+++ Records provided +++

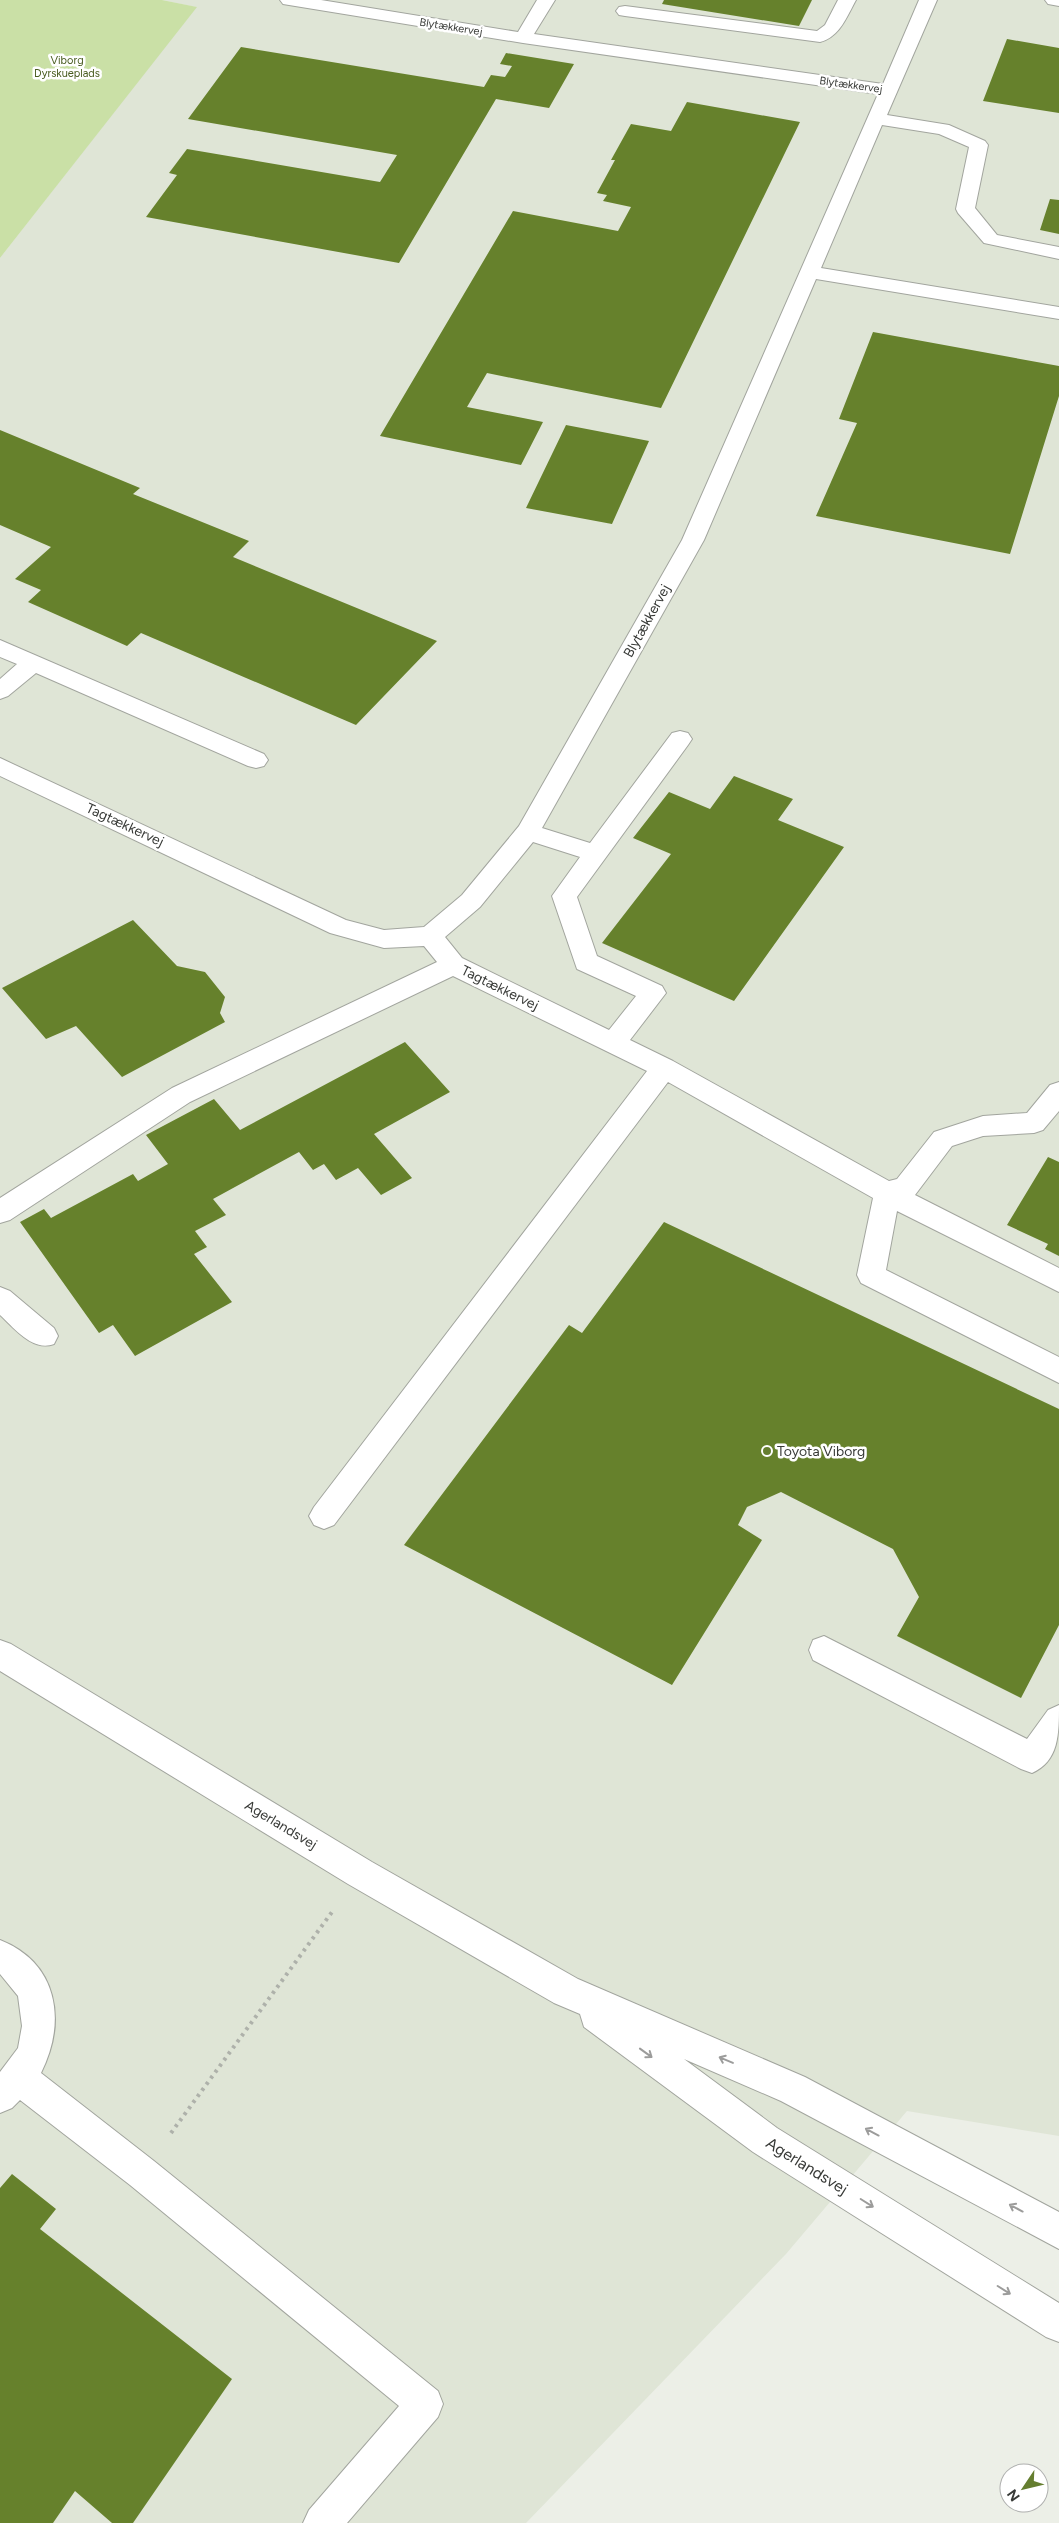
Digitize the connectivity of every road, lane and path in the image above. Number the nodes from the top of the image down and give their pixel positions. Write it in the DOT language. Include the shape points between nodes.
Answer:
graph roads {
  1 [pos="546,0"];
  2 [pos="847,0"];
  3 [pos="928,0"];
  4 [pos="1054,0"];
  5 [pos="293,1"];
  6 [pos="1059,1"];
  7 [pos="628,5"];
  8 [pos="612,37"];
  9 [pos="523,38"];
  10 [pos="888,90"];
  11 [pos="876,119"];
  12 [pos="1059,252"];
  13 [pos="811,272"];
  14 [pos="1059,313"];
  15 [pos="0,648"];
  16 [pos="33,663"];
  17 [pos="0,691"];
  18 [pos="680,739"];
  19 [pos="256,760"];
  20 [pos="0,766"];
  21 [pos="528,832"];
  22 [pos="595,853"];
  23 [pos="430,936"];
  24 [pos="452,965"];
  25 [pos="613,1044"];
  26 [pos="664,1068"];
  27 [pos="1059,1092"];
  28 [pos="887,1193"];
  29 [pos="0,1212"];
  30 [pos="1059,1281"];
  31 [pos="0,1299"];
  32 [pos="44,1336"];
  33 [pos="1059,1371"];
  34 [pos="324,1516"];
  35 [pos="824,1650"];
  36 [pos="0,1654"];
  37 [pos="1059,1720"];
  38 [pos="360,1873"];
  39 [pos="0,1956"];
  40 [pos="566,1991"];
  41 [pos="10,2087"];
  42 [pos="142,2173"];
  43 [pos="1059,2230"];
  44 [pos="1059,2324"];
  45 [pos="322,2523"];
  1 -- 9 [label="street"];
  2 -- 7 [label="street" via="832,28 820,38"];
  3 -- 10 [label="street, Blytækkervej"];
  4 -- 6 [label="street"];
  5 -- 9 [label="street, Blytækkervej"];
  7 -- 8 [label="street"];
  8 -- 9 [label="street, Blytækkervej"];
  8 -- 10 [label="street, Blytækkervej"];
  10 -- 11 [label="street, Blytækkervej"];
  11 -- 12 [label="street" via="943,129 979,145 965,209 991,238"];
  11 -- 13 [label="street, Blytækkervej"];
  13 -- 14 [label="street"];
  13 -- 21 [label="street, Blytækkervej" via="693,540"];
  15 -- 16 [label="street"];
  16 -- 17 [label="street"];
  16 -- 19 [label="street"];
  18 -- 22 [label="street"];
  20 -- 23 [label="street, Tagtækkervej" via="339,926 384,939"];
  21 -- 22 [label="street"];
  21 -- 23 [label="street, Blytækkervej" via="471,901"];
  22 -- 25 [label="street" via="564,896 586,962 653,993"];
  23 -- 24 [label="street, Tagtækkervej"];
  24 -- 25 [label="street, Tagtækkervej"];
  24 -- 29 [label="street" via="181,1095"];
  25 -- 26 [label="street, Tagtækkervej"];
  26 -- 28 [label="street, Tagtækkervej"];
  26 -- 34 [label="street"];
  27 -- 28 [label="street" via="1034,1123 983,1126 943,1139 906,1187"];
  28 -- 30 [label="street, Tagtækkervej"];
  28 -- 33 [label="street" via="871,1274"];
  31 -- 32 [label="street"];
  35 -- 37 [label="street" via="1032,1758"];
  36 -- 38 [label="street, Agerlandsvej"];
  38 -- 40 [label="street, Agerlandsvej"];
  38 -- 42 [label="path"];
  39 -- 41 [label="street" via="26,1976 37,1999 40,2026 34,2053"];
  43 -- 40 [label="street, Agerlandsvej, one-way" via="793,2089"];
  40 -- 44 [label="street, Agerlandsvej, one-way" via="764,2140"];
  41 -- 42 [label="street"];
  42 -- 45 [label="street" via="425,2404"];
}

+++

Look above for every line with the word "Agerlandsvej" and copy it.

  36 -- 38 [label="street, Agerlandsvej"];
  38 -- 40 [label="street, Agerlandsvej"];
  43 -- 40 [label="street, Agerlandsvej, one-way" via="793,2089"];
  40 -- 44 [label="street, Agerlandsvej, one-way" via="764,2140"];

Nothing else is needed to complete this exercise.